In the listing below, identify each line with the word "Left" and return those lines.

▬▬▬

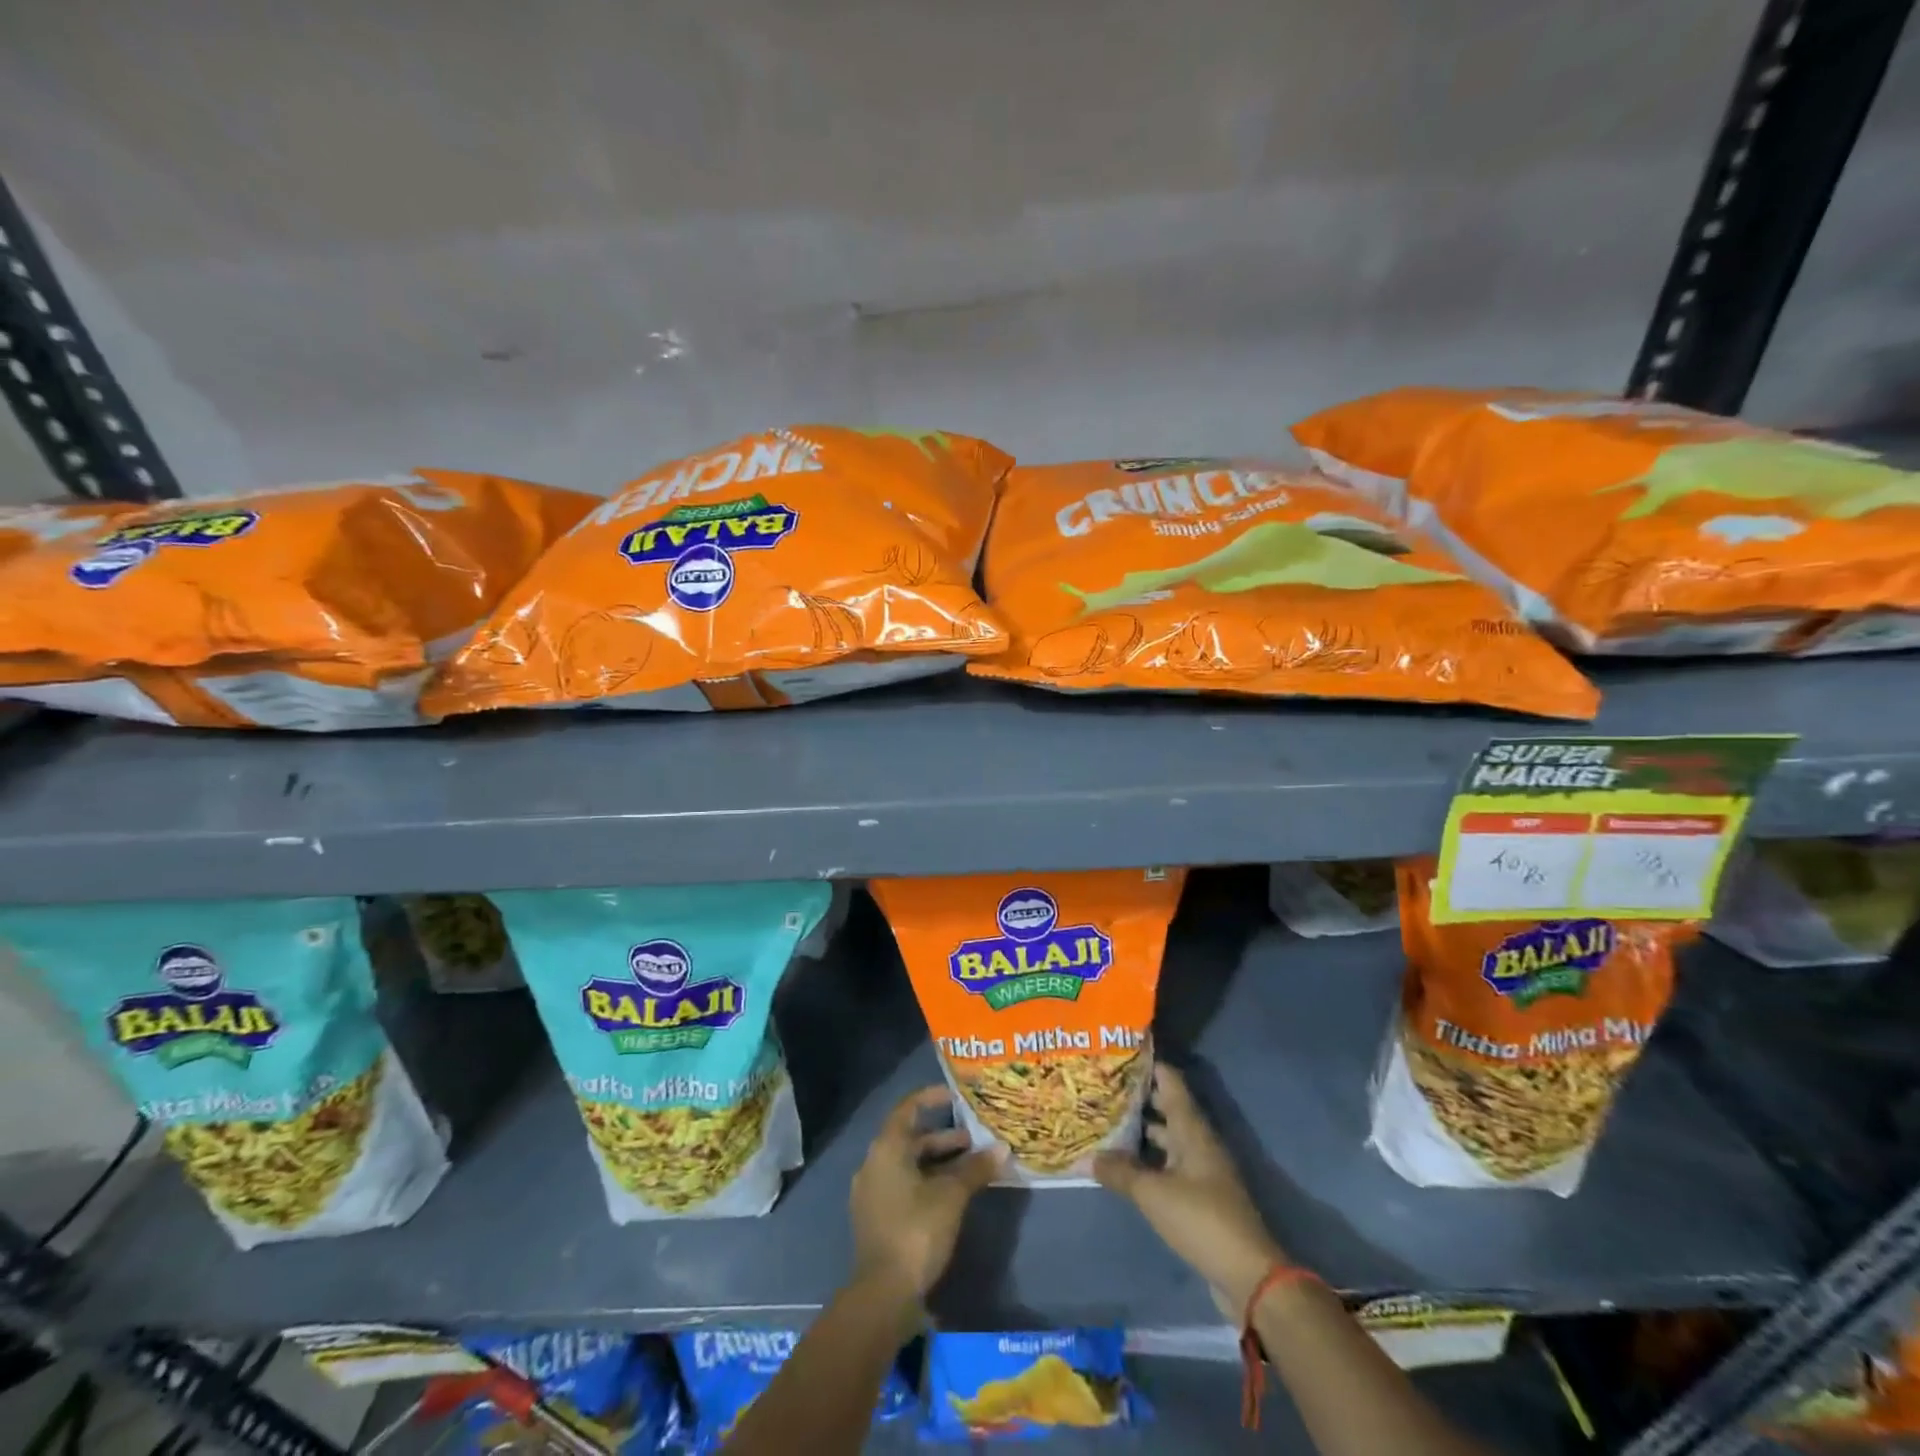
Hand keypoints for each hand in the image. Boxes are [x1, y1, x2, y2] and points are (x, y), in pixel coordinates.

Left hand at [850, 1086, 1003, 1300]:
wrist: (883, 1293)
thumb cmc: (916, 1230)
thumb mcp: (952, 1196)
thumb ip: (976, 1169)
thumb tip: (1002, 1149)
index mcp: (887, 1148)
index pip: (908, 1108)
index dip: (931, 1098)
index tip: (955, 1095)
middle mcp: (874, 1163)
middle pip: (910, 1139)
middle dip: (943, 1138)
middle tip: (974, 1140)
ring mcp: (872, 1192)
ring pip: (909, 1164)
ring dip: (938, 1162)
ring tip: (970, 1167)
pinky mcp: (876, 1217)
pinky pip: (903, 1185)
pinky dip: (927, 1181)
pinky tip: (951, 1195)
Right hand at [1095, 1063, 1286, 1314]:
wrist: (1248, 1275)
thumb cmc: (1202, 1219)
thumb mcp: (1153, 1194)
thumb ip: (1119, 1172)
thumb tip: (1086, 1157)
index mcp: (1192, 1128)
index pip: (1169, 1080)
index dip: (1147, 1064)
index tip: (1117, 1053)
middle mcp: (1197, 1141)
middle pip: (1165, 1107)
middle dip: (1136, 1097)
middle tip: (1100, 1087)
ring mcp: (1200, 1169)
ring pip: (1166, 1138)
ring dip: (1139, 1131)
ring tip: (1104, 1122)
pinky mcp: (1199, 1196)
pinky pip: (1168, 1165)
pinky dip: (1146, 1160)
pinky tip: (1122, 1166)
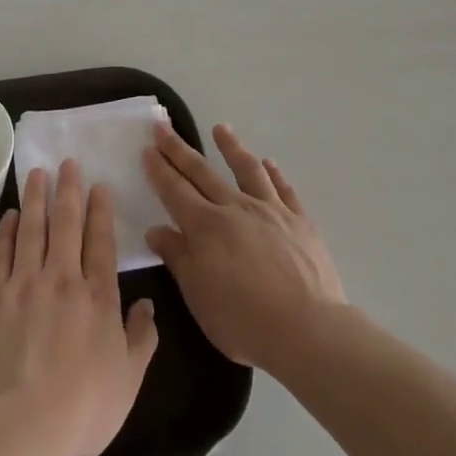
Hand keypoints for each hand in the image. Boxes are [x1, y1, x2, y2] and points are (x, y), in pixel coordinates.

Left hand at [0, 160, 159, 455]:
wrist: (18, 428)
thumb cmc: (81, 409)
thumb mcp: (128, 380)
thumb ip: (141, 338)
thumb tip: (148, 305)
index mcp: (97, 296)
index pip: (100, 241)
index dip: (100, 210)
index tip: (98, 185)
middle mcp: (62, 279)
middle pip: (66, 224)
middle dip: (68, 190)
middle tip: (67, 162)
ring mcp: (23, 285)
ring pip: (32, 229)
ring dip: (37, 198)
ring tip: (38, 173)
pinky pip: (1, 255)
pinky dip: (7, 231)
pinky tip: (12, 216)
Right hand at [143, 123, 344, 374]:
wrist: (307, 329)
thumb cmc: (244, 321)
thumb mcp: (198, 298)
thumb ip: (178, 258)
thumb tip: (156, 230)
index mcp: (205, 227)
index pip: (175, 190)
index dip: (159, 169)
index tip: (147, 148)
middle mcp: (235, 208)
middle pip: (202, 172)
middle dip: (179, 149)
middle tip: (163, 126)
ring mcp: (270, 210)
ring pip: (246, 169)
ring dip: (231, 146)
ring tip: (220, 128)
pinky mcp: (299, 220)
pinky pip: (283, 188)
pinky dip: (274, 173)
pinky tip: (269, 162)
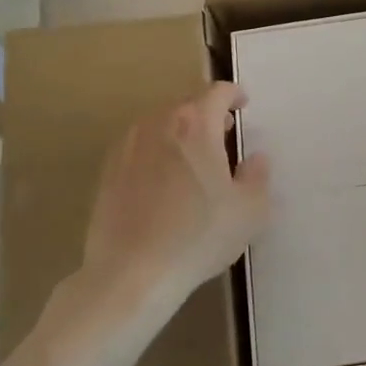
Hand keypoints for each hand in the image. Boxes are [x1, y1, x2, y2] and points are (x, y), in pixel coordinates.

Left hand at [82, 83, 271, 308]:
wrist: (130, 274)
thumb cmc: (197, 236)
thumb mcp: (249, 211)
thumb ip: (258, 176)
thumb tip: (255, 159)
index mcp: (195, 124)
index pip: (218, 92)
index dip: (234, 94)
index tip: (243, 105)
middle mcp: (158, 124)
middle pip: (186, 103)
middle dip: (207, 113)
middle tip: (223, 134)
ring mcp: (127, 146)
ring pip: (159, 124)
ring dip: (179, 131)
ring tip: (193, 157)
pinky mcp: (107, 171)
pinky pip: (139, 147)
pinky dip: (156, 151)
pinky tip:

▬▬▬

§ **Answer to this exercise**:
Left hand at [850, 1086, 1003, 1300]:
Left hand at [0, 160, 159, 455]:
Left hand at [82, 83, 271, 308]:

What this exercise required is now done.